Exercise
Write out the listing below without alteration, omitting its pictures.

######

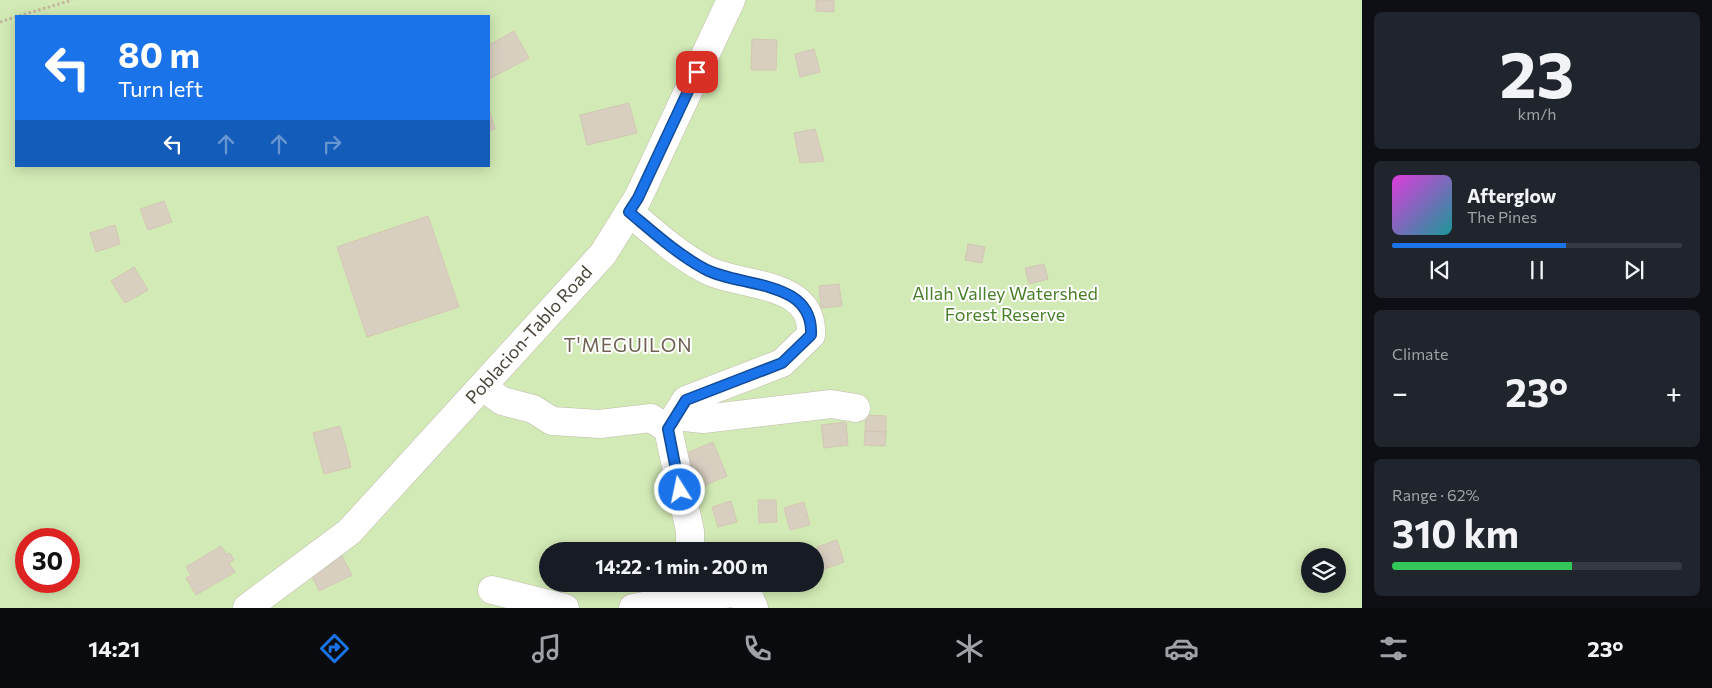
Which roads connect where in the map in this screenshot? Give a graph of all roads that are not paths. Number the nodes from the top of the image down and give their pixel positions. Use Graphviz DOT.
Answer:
graph roads {
  1 [pos="731,0"];
  2 [pos="629,212"];
  3 [pos="483,387"];
  4 [pos="856,408"];
  5 [pos="672,422"];
  6 [pos="690,542"];
  7 [pos="492,590"];
  8 [pos="685,592"];
  9 [pos="711,592"];
  10 [pos="247,608"];
  11 [pos="565,608"];
  12 [pos="633,608"];
  13 [pos="754,608"];
  1 -- 2 [label="street, Poblacion-Tablo Road"];
  2 -- 3 [label="street, Poblacion-Tablo Road"];
  2 -- 5 [label="street"];
  3 -- 5 [label="street"];
  3 -- 10 [label="street, Poblacion-Tablo Road"];
  4 -- 5 [label="street"];
  5 -- 6 [label="street"];
  7 -- 11 [label="street"];
  8 -- 12 [label="street"];
  9 -- 13 [label="street"];
}
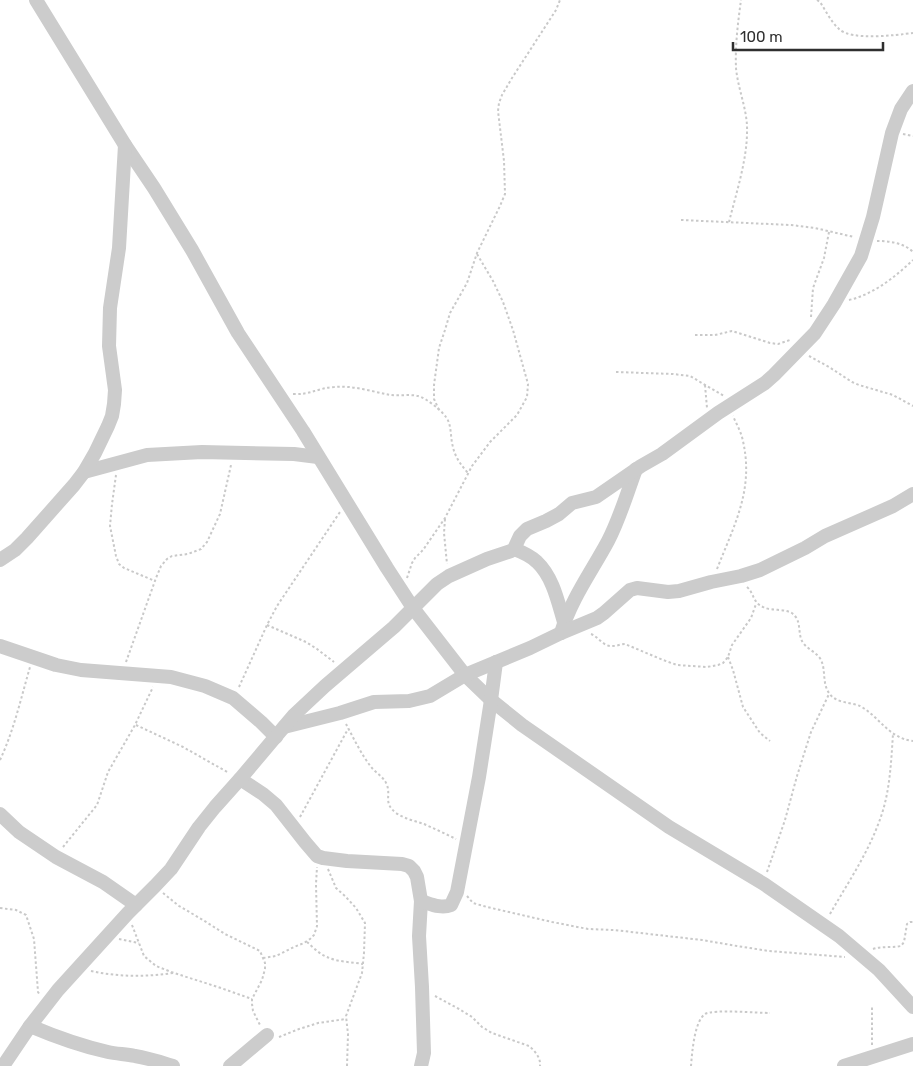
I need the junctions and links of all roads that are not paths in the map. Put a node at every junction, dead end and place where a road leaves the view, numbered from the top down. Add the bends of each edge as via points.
1 (36, 0) edge
2 (913, 92) edge
3 (125, 145) junction
4 (318, 457) junction
5 (636, 469) junction
6 (84, 472) junction
7 (913, 494) edge
8 (514, 548) junction
9 (0, 560) edge
10 (412, 608) junction
11 (562, 627) junction
12 (0, 646) edge
13 (496, 662) junction
14 (465, 675) junction
15 (491, 700) junction
16 (280, 732) junction
17 (240, 780) junction
18 (0, 814) edge
19 (421, 901) junction
20 (132, 909) junction
21 (913, 1007) edge
22 (30, 1026) junction
23 (267, 1035) road end
24 (913, 1044) edge
25 (3, 1066) edge
26 (172, 1066) edge
27 (230, 1066) edge
28 (421, 1066) edge
29 (844, 1066) edge

1 - 3 street
2 - 5 street via 892,133 866,241 819,327 795,345 774,375
3 - 4 street via 192,250 238,333
3 - 6 street via 119,248 110,308 109,346 114,404 108,426
4 - 6 street via 202,452 147,455
4 - 10 street
5 - 8 street via 596,497 572,503 546,522 527,529
5 - 11 street via 609,540 583,582
6 - 9 street via 32,533
7 - 11 street via 760,570 673,592 643,588 630,590 597,618
8 - 10 street via 449,576
8 - 11 street via 537,562 546,574 555,591
10 - 14 street
10 - 16 street via 300,709
11 - 13 street via 530,648
12 - 16 street via 80,670 177,678 233,698
13 - 14 street
13 - 15 street
14 - 15 street
14 - 16 street via 430,696 374,702
15 - 19 street via 457,892 451,905 446,907
15 - 21 street via 668,828 764,884 839,936 879,970
16 - 17 street
17 - 19 street via 276,805 320,857 409,866 417,877
17 - 20 street via 209,814 170,869
18 - 20 street via 19,832 56,857 103,882
19 - 28 street via 419,936 424,1053
20 - 22 street via 58,990
22 - 25 street
22 - 26 street via 85,1047
23 - 27 street
24 - 29 street

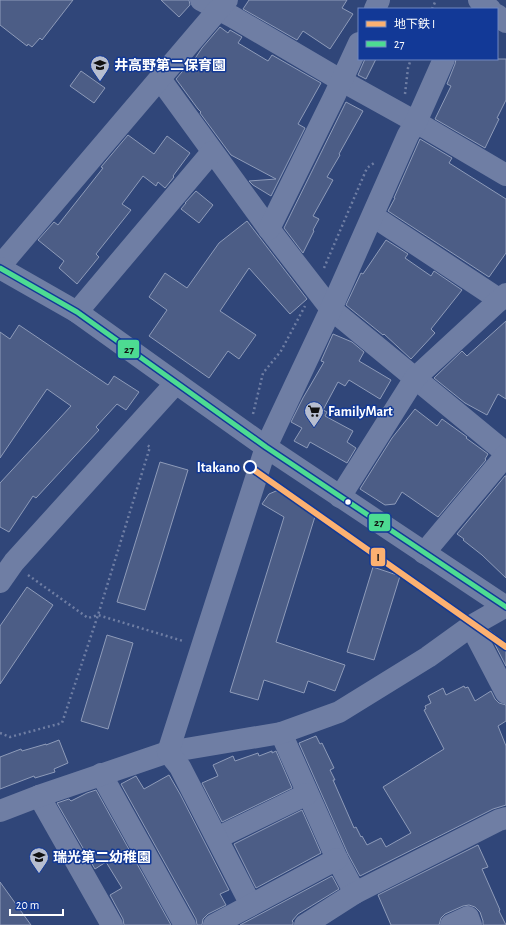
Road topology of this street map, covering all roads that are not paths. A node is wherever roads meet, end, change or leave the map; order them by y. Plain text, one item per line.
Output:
1 (479, 0) edge
2 (216, 3) edge
3 (489, 8) edge
4 (498, 16) edge
5 (506, 22) edge
6 (358, 45) edge
7 (443, 60) edge
8 (160, 79) junction
9 (342, 80) junction
10 (410, 118) junction
11 (212, 152) junction
12 (504, 170) edge
13 (373, 216) junction
14 (269, 230) junction
15 (0, 267) edge
16 (503, 297) edge
17 (331, 309) junction
18 (77, 312) junction
19 (415, 378) junction
20 (176, 383) junction
21 (266, 447) junction
22 (506, 454) edge
23 (340, 497) junction
24 (424, 553) junction
25 (12, 562) edge
26 (0, 582) edge
27 (506, 607) edge
28 (471, 626) junction
29 (506, 693) edge
30 (281, 733) junction
31 (168, 752) junction
32 (102, 774) junction
33 (307, 794) junction
34 (39, 796) junction
35 (0, 810) edge
36 (506, 818) edge
37 (217, 838) junction
38 (337, 859) junction
39 (355, 893) junction
40 (246, 914) edge
41 (308, 924) edge
42 (112, 925) edge
43 (185, 925) edge
44 (214, 925) edge
45 (451, 925) edge
46 (471, 925) edge

1 - 3 street
2 - 8 street
2 - 9 street
4 - 5 street
6 - 9 street
7 - 10 street
8 - 11 street
8 - 15 street
9 - 10 street
9 - 14 street
10 - 12 street
10 - 13 street
11 - 14 street
11 - 18 street
13 - 16 street
13 - 17 street
14 - 17 street
15 - 18 street
16 - 19 street
17 - 19 street
17 - 21 street
18 - 20 street
19 - 22 street
19 - 23 street
20 - 21 street
20 - 25 street
21 - 23 street
21 - 31 street
22 - 24 street
23 - 24 street
24 - 27 street
25 - 26 street
27 - 28 street
28 - 29 street
28 - 30 street
30 - 31 street
30 - 33 street
31 - 32 street
31 - 37 street
32 - 34 street
32 - 43 street
33 - 37 street
33 - 38 street
34 - 35 street
34 - 42 street
36 - 39 street
37 - 40 street
38 - 39 street
38 - 40 street
39 - 41 street
40 - 44 street
45 - 46 street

######

Task response
Which roads connect where in the map in this screenshot? Give a graph of all roads that are not paths. Number the nodes from the top of the image down and give their pixel positions. Use Graphviz DOT.
Answer:
graph roads {
  1 [pos="731,0"];
  2 [pos="629,212"];
  3 [pos="483,387"];
  4 [pos="856,408"];
  5 [pos="672,422"];
  6 [pos="690,542"];
  7 [pos="492,590"];
  8 [pos="685,592"];
  9 [pos="711,592"];
  10 [pos="247,608"];
  11 [pos="565,608"];
  12 [pos="633,608"];
  13 [pos="754,608"];
  1 -- 2 [label="street, Poblacion-Tablo Road"];
  2 -- 3 [label="street, Poblacion-Tablo Road"];
  2 -- 5 [label="street"];
  3 -- 5 [label="street"];
  3 -- 10 [label="street, Poblacion-Tablo Road"];
  4 -- 5 [label="street"];
  5 -- 6 [label="street"];
  7 -- 11 [label="street"];
  8 -- 12 [label="street"];
  9 -- 13 [label="street"];
}
I need the junctions and links of all roads that are not paths in the map. Put a node at every junction, dead end and place where a road leaves the view, numbered from the top down. Add the bends of each edge as via points.
1 (36, 0) edge
2 (913, 92) edge
3 (125, 145) junction
4 (318, 457) junction
5 (636, 469) junction
6 (84, 472) junction
7 (913, 494) edge
8 (514, 548) junction
9 (0, 560) edge
10 (412, 608) junction
11 (562, 627) junction
12 (0, 646) edge
13 (496, 662) junction
14 (465, 675) junction
15 (491, 700) junction
16 (280, 732) junction
17 (240, 780) junction
18 (0, 814) edge
19 (421, 901) junction
20 (132, 909) junction
21 (913, 1007) edge
22 (30, 1026) junction
23 (267, 1035) road end
24 (913, 1044) edge
25 (3, 1066) edge
26 (172, 1066) edge
27 (230, 1066) edge
28 (421, 1066) edge
29 (844, 1066) edge

1 - 3 street
2 - 5 street via 892,133 866,241 819,327 795,345 774,375
3 - 4 street via 192,250 238,333
3 - 6 street via 119,248 110,308 109,346 114,404 108,426
4 - 6 street via 202,452 147,455
4 - 10 street
5 - 8 street via 596,497 572,503 546,522 527,529
5 - 11 street via 609,540 583,582
6 - 9 street via 32,533
7 - 11 street via 760,570 673,592 643,588 630,590 597,618
8 - 10 street via 449,576
8 - 11 street via 537,562 546,574 555,591
10 - 14 street
10 - 16 street via 300,709
11 - 13 street via 530,648
12 - 16 street via 80,670 177,678 233,698
13 - 14 street
13 - 15 street
14 - 15 street
14 - 16 street via 430,696 374,702
15 - 19 street via 457,892 451,905 446,907
15 - 21 street via 668,828 764,884 839,936 879,970
16 - 17 street
17 - 19 street via 276,805 320,857 409,866 417,877
17 - 20 street via 209,814 170,869
18 - 20 street via 19,832 56,857 103,882
19 - 28 street via 419,936 424,1053
20 - 22 street via 58,990
22 - 25 street
22 - 26 street via 85,1047
23 - 27 street
24 - 29 street

Road topology of this street map, covering all roads that are not paths. A node is wherever roads meet, end, change or leave the map; order them by y. Plain text, one item per line.
Output:
1 (479, 0) edge
2 (216, 3) edge
3 (489, 8) edge
4 (498, 16) edge
5 (506, 22) edge
6 (358, 45) edge
7 (443, 60) edge
8 (160, 79) junction
9 (342, 80) junction
10 (410, 118) junction
11 (212, 152) junction
12 (504, 170) edge
13 (373, 216) junction
14 (269, 230) junction
15 (0, 267) edge
16 (503, 297) edge
17 (331, 309) junction
18 (77, 312) junction
19 (415, 378) junction
20 (176, 383) junction
21 (266, 447) junction
22 (506, 454) edge
23 (340, 497) junction
24 (424, 553) junction
25 (12, 562) edge
26 (0, 582) edge
27 (506, 607) edge
28 (471, 626) junction
29 (506, 693) edge
30 (281, 733) junction
31 (168, 752) junction
32 (102, 774) junction
33 (307, 794) junction
34 (39, 796) junction
35 (0, 810) edge
36 (506, 818) edge
37 (217, 838) junction
38 (337, 859) junction
39 (355, 893) junction
40 (246, 914) edge
41 (308, 924) edge
42 (112, 925) edge
43 (185, 925) edge
44 (214, 925) edge
45 (451, 925) edge
46 (471, 925) edge

1 - 3 street
2 - 8 street
2 - 9 street
4 - 5 street
6 - 9 street
7 - 10 street
8 - 11 street
8 - 15 street
9 - 10 street
9 - 14 street
10 - 12 street
10 - 13 street
11 - 14 street
11 - 18 street
13 - 16 street
13 - 17 street
14 - 17 street
15 - 18 street
16 - 19 street
17 - 19 street
17 - 21 street
18 - 20 street
19 - 22 street
19 - 23 street
20 - 21 street
20 - 25 street
21 - 23 street
21 - 31 street
22 - 24 street
23 - 24 street
24 - 27 street
25 - 26 street
27 - 28 street
28 - 29 street
28 - 30 street
30 - 31 street
30 - 33 street
31 - 32 street
31 - 37 street
32 - 34 street
32 - 43 street
33 - 37 street
33 - 38 street
34 - 35 street
34 - 42 street
36 - 39 street
37 - 40 street
38 - 39 street
38 - 40 street
39 - 41 street
40 - 44 street
45 - 46 street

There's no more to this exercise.